Purchaser represents, warrants and covenants to Seller as
follows:
3.1. Purchaser is, and on the Closing Date will be, a
corporation duly organized, validly existing and in good standing under the laws
of the State of Colorado.
3.2. The Board of Directors of Purchaser, pursuant to the
power and authority legally vested in it, has duly authorized the execution,
sealing and delivery of this Agreement by Purchaser and the transactions hereby
contemplated, and no action, confirmation or ratification by the stockholders of
Purchaser or by any other person, entity or governmental authority is required
in connection therewith. Purchaser has the power and authority to execute, seal
and deliver this Agreement, to consummate the transactions hereby contemplated
and to take all other actions required to be taken by it pursuant to the
provision, hereof. Purchaser has taken all actions required by law, its articles
of incorporation, its by-laws or otherwise to authorize the execution, sealing
and delivery of this Agreement.
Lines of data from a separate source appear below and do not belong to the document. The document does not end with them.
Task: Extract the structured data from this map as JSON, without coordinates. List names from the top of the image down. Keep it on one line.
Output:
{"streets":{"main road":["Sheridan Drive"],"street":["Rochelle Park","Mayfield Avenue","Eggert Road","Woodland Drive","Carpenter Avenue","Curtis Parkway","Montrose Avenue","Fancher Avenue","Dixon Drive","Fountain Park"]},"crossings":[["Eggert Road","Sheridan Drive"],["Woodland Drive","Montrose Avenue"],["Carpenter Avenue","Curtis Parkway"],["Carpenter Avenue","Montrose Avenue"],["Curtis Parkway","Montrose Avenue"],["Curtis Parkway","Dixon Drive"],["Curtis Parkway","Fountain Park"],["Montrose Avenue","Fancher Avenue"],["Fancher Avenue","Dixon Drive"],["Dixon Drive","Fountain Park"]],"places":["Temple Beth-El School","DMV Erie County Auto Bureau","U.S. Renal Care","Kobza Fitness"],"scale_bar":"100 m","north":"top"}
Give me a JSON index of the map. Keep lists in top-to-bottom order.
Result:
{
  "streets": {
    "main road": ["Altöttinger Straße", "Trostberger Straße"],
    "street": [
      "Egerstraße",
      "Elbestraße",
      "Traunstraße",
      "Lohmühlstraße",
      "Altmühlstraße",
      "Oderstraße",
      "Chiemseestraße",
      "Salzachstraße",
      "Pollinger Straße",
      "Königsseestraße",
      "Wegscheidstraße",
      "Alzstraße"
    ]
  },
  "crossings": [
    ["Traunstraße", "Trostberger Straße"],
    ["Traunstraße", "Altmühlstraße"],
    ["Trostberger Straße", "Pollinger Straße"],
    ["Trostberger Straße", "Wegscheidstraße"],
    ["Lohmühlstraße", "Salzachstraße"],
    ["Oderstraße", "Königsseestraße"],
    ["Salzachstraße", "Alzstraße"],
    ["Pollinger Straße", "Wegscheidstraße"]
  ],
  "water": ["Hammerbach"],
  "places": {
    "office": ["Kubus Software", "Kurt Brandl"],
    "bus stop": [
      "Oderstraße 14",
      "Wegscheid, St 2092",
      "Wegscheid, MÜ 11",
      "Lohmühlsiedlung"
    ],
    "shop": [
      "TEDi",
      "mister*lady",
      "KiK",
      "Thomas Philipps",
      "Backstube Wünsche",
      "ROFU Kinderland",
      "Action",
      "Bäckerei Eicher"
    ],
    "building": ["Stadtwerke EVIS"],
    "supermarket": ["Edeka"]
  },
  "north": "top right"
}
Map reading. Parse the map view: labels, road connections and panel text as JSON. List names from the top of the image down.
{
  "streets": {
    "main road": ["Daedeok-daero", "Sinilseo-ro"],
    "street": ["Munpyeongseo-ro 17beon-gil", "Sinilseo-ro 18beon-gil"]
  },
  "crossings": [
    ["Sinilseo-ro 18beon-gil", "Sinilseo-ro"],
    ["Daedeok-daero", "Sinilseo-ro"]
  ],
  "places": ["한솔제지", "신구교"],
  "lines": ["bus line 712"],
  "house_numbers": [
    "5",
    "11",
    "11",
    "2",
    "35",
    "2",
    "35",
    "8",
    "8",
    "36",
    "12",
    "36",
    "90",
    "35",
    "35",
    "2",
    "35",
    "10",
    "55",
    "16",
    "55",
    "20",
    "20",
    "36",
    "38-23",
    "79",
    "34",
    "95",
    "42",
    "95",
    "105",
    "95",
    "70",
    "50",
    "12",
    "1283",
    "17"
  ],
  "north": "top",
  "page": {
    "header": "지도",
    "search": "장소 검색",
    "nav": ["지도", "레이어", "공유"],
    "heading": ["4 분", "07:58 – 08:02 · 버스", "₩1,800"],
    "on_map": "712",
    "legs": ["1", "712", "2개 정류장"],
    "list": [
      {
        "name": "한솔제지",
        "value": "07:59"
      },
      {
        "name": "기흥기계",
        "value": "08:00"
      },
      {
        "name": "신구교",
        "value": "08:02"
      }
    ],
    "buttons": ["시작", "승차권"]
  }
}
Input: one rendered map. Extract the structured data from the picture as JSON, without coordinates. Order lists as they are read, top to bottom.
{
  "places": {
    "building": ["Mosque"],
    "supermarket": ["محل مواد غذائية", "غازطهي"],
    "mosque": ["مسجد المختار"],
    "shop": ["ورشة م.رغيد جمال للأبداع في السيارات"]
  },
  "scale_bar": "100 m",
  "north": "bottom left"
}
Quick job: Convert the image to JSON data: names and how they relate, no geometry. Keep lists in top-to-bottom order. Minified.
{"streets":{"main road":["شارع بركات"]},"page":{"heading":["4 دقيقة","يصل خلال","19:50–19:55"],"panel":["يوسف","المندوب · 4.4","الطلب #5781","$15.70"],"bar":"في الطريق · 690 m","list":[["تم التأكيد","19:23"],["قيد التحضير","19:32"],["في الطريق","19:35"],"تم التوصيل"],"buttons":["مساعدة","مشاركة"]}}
This Agreement is valid and binding upon
Purchaser in accordance with its terms. Neither the execution, sealing and
delivery of this Agreement nor the consummation of said transactions will
constitute any violation or breach of the articles of incorporation or the
by-laws of Purchaser, or any agreement, order, writ, injunction, decree, law,
rule or regulation applicable to Purchaser.
4. Further Agreements:
4.1. Seller's Agreement Not to Compete: The Parties hereby
acknowledge that Seller shall not establish a business telephone sales,
installation and/or services business in the same market as the Company operates
at the time of acquisition of the shares, directly or indirectly, for a period
of three (3) years from the date of this Agreement.
5. Conditions Precedent to Obligation and Duty of Purchaser to Acquire
the Property:
5.1 The obligation and duty of Purchaser to purchase the
Property from Seller as contemplated by this Agreement are subject to the
fulfillment and satisfaction on the Closing Date of each of the following
conditions precedent, any or all of which may be waived in writing in whole or
in part at or prior to the Closing Date by Purchaser:
5.1.1. All representations and warranties of the
Seller and the Company contained in this Agreement and expressly made at the
Closing Date shall be true and correct at the Closing Date, in all material
respects, and all of the other representations and warranties of Seller and the
Company contained in this Agreement shall be true and correct at the Closing
Date as though each of such representations and warranties was made at such
time.
5.1.2. Seller and the Company shall have performed
and complied in all material respects with all covenants and agreements on their
part required by this Agreement in
11
material respects to be performed or complied with prior to or at the Closing
Date.
5.1.3. Purchaser shall have received certificates of
the officers and directors of Company, whose signatures, such as President,
shall be attested by the Secretary of Company or an independent third party if
Signatory and Secretary are the same person, dated as of the Closing Date, in
form reasonably satisfactory to Purchaser, certifying to the fulfillment and
satisfaction of each of the same conditions precedent specified in Sections
5.1.1. and 5.1.2. of this Agreement for Seller and the Company.
5.1.4. Purchaser shall receive the written opinions
of the legal counsel (See Exhibit B1) for Seller and the Company, dated the
Closing Date, stating that:
(a) The Company is a corporation duly
organized, validly existing and in good standing. The Company has the power and
authority to own, lease and operate its properties and to conduct its business
as such business is now being conducted by them.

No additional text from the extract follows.